→ ACTION ITEM
An exact copy of every record is needed, with all pictures omitted.

Stored items:
* * * *
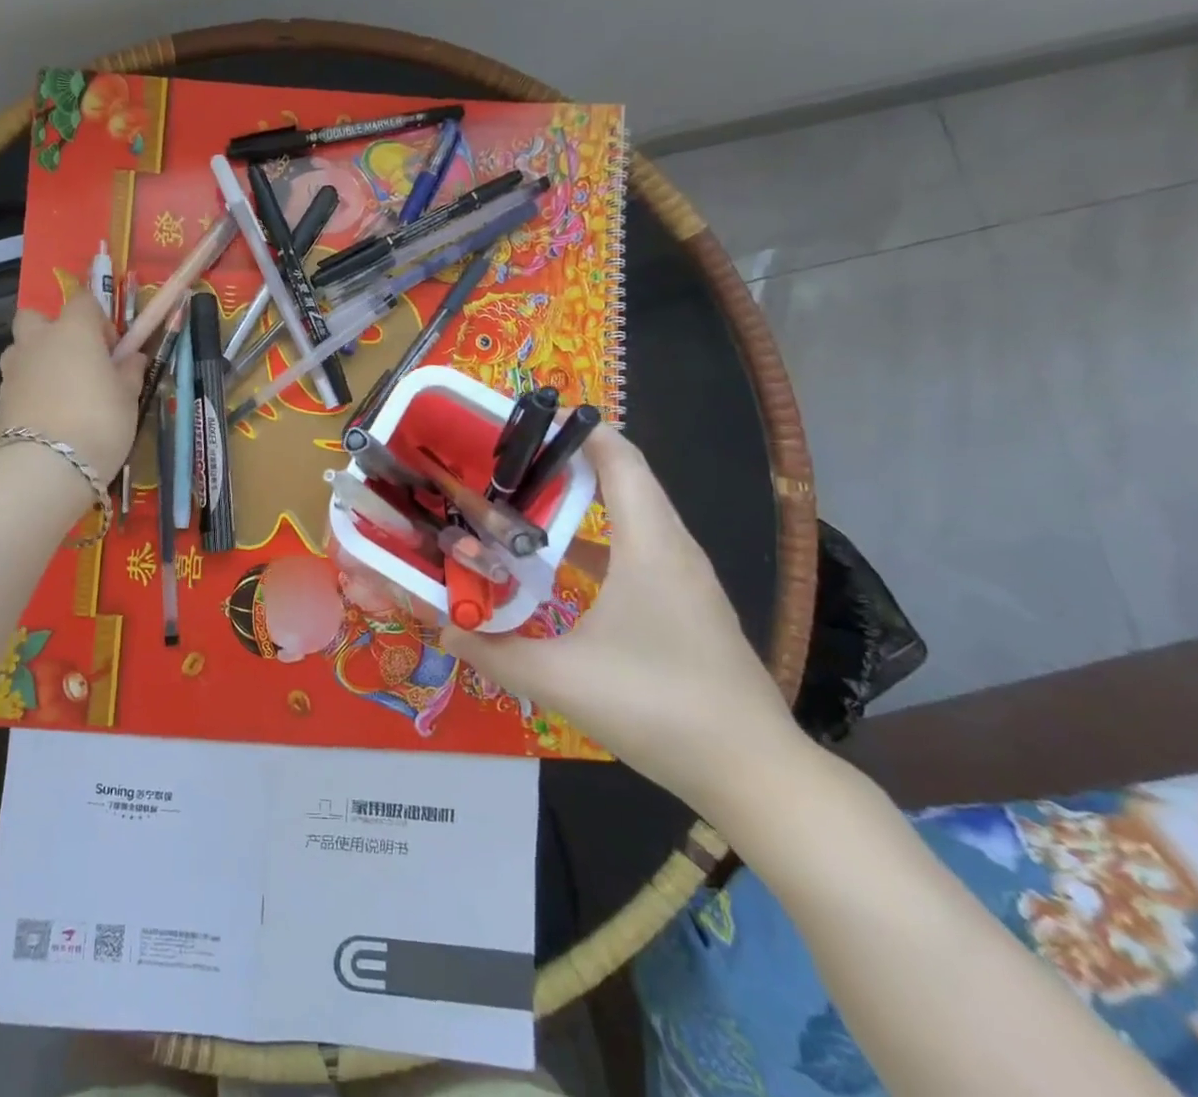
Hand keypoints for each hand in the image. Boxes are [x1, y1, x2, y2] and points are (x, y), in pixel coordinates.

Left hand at [0, 291, 147, 483]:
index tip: (112, 348)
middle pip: (36, 317)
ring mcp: (14, 369)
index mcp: (73, 330)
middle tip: (78, 360)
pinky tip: (50, 415)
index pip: (82, 300)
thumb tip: (132, 357)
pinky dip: (31, 389)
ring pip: (22, 349)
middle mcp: (38, 341)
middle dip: (53, 330)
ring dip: (38, 360)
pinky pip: (18, 381)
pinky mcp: (0, 399)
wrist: (47, 467)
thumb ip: (130, 371)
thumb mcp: (129, 397)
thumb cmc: (99, 421)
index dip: (98, 319)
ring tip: (62, 391)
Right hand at [442, 424, 803, 814]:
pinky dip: (602, 540)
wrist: (754, 774)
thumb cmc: (657, 708)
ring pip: (635, 516)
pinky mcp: (689, 606)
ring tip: (527, 503)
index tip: (526, 423)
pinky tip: (565, 567)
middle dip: (568, 462)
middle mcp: (673, 550)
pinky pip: (642, 550)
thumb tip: (443, 627)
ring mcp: (687, 580)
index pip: (620, 459)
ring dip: (585, 502)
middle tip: (510, 464)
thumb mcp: (561, 680)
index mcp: (650, 547)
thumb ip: (493, 652)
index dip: (578, 430)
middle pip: (625, 479)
* * * *
→ EXERCISE RESULT
Hand keypoints for each hand in the image. Boxes are [x1, y1, x2, y2] and points are (x, y), in pixel coordinates.

Left hand at [0, 291, 147, 483]:
index tip: (112, 348)
middle pip: (36, 317)
ring mcp: (14, 369)
index mcp: (73, 330)
middle tip: (78, 360)
pinky tip: (50, 415)
index pip: (82, 300)
thumb tip: (132, 357)
pinky dip: (31, 389)
ring pip: (22, 349)
middle mcp: (38, 341)
middle dip: (53, 330)
ring dip: (38, 360)
pinky pip: (18, 381)
pinky mcp: (0, 399)
wrist: (47, 467)
thumb ip: (130, 371)
thumb mcp: (129, 397)
thumb cmc: (99, 421)
index dip: (98, 319)
ring tip: (62, 391)
Right hand at [442, 424, 803, 814]:
pinky dip: (602, 540)
wrist: (754, 774)
thumb cmc: (657, 708)
ring pip: (635, 516)
pinky mcp: (689, 606)
ring tip: (527, 503)
index tip: (526, 423)
pinky tip: (565, 567)
middle dip: (568, 462)
middle mcp: (673, 550)
pinky pip: (642, 550)
thumb tip: (443, 627)
ring mcp: (687, 580)
index pip: (620, 459)
ring dip: (585, 502)
middle tip: (510, 464)
thumb mcp: (561, 680)
index mcp: (650, 547)
thumb ip: (493, 652)
index dip: (578, 430)
middle pip: (625, 479)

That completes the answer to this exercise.